The computer worked find at school. But, when she installed it on our network, the first thing she noticed was she had no network connectivity. She could "see" other computers on the home network -- the "network neighborhood -- but could not "get out." Neither could she connect via TCP/IP to other systems on the home network. Having just recently dealt with similar symptoms on a Windows 98 system at home, I suspected spyware. Sure enough, when I installed both SpySweeper and SpyBot Search & Destroy, they reported numerous problems. I cleaned up the problems, and ... well, it was still broken. Remembering what I had just recently done with the '98 box, I tried to remove TCP/IP from the system. But, this is impossible (as far as I am able to tell) under XP. It is "an integral part of the system" and cannot be removed.
To make a long story short, I fiddled with the registry, and promptly broke things worse. Now, networking was completely broken. All I wanted to do was to reinstall the networking components of Windows. Simple, no? Simple under UNIX. Not in XP. It looked like all I could do was to reinstall Windows XP, and the only way to reinstall is to first format the partition. All her CDs of installed software were back at college. I saw that as an absolute last resort. (Although, with the working CDRW drive, I could have copied off her personal files and settings.) My friend Rick (back at DEC, when all else failed, we'd get him to lay hands on a seemingly dead computer to bring it back to life) offered to play with if if I dropped it off. I was reluctant to make the drive to Northern Virginia. I hated more to take up his valuable time (of which he gave a lot when I was struggling with the '98 system).

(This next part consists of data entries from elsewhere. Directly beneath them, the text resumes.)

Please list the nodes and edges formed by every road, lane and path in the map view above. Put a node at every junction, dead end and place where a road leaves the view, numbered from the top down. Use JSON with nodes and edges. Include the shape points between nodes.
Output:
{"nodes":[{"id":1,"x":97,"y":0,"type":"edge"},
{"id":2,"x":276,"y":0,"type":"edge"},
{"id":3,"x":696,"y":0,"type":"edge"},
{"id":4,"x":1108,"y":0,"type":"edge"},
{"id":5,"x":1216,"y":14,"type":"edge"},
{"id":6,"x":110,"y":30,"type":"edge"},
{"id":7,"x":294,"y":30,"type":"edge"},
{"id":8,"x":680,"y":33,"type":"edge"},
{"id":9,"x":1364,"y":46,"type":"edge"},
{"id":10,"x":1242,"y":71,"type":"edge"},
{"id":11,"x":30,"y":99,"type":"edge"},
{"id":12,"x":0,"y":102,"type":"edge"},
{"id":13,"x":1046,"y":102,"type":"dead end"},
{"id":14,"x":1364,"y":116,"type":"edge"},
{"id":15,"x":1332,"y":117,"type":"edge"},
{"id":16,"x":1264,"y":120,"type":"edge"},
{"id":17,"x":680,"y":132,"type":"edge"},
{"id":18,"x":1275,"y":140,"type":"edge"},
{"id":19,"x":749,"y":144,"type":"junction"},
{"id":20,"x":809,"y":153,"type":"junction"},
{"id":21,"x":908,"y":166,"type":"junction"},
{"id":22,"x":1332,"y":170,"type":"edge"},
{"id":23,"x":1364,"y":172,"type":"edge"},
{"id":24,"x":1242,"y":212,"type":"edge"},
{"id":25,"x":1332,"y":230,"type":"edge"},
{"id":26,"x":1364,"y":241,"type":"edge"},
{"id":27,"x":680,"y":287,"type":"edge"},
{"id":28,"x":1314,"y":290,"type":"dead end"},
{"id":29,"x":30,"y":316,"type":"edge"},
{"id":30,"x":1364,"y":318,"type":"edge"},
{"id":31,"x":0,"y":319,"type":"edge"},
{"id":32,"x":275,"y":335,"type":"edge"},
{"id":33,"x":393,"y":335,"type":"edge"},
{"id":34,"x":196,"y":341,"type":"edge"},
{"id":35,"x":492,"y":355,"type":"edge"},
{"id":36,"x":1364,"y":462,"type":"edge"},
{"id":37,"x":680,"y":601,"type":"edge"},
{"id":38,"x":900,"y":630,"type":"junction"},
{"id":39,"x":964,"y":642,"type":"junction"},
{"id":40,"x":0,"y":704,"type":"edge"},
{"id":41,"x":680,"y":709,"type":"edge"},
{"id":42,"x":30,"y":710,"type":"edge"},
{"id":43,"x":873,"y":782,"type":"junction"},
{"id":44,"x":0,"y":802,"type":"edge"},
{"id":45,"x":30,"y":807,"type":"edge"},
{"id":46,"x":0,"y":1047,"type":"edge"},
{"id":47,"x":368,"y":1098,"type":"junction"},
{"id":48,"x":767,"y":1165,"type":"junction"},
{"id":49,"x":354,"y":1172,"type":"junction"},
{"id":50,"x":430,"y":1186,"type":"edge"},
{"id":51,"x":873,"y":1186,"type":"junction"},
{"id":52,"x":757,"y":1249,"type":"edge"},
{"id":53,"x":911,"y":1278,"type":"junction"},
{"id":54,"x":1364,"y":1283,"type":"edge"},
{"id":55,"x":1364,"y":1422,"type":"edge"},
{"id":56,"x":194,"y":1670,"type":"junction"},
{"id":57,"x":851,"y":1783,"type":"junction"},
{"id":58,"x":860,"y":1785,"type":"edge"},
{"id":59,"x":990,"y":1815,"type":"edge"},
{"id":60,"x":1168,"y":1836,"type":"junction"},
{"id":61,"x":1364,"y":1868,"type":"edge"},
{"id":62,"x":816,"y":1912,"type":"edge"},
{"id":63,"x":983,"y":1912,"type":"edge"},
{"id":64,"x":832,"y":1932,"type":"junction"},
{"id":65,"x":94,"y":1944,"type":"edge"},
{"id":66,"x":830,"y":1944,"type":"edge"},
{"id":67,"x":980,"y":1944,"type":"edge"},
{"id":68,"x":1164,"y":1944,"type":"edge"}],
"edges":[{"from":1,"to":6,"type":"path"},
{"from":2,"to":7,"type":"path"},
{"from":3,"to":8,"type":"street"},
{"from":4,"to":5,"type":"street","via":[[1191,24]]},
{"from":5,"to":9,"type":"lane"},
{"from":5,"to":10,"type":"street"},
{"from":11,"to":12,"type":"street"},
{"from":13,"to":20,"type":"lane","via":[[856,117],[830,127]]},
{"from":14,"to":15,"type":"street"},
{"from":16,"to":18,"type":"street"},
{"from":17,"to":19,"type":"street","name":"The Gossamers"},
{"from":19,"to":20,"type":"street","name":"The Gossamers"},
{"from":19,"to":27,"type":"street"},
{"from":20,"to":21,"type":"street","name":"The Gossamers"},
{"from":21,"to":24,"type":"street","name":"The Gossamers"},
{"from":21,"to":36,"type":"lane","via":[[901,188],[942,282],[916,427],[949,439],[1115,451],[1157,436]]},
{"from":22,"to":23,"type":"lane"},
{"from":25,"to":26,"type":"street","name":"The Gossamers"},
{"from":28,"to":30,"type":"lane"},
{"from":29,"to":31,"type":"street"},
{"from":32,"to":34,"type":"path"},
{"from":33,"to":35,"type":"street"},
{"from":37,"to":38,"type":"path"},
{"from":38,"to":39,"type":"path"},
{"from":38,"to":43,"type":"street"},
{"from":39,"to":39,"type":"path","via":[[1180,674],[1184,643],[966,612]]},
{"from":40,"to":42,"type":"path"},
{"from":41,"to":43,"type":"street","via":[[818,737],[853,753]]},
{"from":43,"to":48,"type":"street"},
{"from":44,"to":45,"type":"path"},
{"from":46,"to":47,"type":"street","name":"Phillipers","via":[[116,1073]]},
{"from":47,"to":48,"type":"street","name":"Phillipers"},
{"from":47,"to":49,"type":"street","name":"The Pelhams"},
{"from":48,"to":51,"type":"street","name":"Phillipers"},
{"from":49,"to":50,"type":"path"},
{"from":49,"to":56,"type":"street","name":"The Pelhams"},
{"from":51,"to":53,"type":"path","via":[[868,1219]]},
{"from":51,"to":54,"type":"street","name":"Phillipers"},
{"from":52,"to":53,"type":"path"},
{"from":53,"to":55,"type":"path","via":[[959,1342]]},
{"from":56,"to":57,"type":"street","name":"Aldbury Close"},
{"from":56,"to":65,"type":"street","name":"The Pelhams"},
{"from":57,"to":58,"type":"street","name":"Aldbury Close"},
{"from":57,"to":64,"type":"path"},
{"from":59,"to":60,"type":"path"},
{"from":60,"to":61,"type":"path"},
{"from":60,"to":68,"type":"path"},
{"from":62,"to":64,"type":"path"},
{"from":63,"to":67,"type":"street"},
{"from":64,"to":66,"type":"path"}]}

Another friend, Peter, came by with his family on New Year's Day. He inquired after my daughter's machine. I said, "Still dead... want to take a look before dinner?" After fiddling around until "Dinner!" was called, he made a suggestion: import good registry entries from my working XP Pro machine. A week ago I had run a program Rick found that claimed to add good registry entries to replace broken ones. I am not sure what entries the program replaced. I replaced, exporting from my registry and importing onto hers, (from HKEY_LOCAL_MACHINE\SYSTEM\CurrentControlSet\Services\) tcpip, dhcp, winsock, and winsock2. For good measure, I again uninstalled the network adapter from the hardware profile (using device manager).
The result: it works.
Today, I made these recommendations:
- Use Firefox, not IE. (Penn State recommends getting away from IE. I told her to keep it around for those web pages that only work with IE, but make Firefox her default browser.
- While she's getting away from dangerous programs, I suggested a move to Thunderbird. She can easily import her Outlook Excess settings and wind up with a better, safer e-mail client.
- Do not download anything (with the exception of Thunderbird and Firefox) until a spyware tools is installed.
- Install a spyware tool. There are a bunch. Well-regarded, among others, is Ad-Aware 6 and SpyBot Search & Destroy.